*WHAT IS BEING ASKED*.
Output all of the entries exactly as written.

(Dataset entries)
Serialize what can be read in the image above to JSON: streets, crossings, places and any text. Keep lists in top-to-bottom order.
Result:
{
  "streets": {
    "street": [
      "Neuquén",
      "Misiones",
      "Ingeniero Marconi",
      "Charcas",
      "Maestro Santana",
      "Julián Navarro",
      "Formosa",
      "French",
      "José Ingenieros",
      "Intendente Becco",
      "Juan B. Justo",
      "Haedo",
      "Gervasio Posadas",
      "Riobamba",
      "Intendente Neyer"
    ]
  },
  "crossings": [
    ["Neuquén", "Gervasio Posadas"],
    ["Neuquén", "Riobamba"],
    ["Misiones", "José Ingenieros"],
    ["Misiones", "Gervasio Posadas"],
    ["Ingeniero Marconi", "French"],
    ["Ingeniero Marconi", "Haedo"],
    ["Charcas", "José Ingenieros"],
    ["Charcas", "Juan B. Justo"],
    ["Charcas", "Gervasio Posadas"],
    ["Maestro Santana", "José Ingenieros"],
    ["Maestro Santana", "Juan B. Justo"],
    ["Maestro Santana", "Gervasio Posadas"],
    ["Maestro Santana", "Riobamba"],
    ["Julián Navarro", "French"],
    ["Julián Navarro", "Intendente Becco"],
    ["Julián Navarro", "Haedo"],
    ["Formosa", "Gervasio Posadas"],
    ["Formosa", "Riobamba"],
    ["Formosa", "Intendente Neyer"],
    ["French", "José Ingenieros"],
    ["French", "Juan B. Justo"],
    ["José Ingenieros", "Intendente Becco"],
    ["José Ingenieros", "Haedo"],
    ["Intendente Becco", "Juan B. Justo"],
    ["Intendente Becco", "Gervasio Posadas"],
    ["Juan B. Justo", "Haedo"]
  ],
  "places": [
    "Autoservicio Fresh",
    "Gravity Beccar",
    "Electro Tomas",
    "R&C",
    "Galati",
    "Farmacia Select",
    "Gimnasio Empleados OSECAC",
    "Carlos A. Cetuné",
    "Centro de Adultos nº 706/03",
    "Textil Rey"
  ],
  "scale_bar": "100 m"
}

*TASK ANSWER*.
Serialize what can be read in the image above to JSON: streets, crossings, places and any text. Keep lists in top-to-bottom order.
Result:
{
  "streets": {
    "street": [
      "Neuquén",
      "Misiones",
      "Ingeniero Marconi",
      "Charcas",
      "Maestro Santana",
      "Julián Navarro",
      "Formosa",
      "French",
      "José Ingenieros",
      "Intendente Becco",
      "Juan B. Justo",
      "Haedo",
      "Gervasio Posadas",
      "Riobamba",
      "Intendente Neyer"
    ]
  },
  "crossings": [
    ["Neuquén", "Gervasio Posadas"],
    ["Neuquén", "Riobamba"],
    ["Misiones", "José Ingenieros"],
    ["Misiones", "Gervasio Posadas"],
    ["Ingeniero Marconi", "French"],
    ["Ingeniero Marconi", "Haedo"],
    ["Charcas", "José Ingenieros"],
    ["Charcas", "Juan B. Justo"],
    ["Charcas", "Gervasio Posadas"],
    ["Maestro Santana", "José Ingenieros"],
    ["Maestro Santana", "Juan B. Justo"],
    ["Maestro Santana", "Gervasio Posadas"],
    ["Maestro Santana", "Riobamba"],
    ["Julián Navarro", "French"],
    ["Julián Navarro", "Intendente Becco"],
    ["Julián Navarro", "Haedo"],
    ["Formosa", "Gervasio Posadas"],
    ["Formosa", "Riobamba"],
    ["Formosa", "Intendente Neyer"],
    ["French", "José Ingenieros"],
    ["French", "Juan B. Justo"],
    ["José Ingenieros", "Intendente Becco"],
    ["José Ingenieros", "Haedo"],
    ["Intendente Becco", "Juan B. Justo"],
    ["Intendente Becco", "Gervasio Posadas"],
    ["Juan B. Justo", "Haedo"]
  ],
  "places": [
    "Autoservicio Fresh",
    "Gravity Beccar",
    "Electro Tomas",
    "R&C",
    "Galati",
    "Farmacia Select",
    "Gimnasio Empleados OSECAC",
    "Carlos A. Cetuné",
    "Centro de Adultos nº 706/03",
    "Textil Rey"
  ],
  "scale_bar": "100 m"
}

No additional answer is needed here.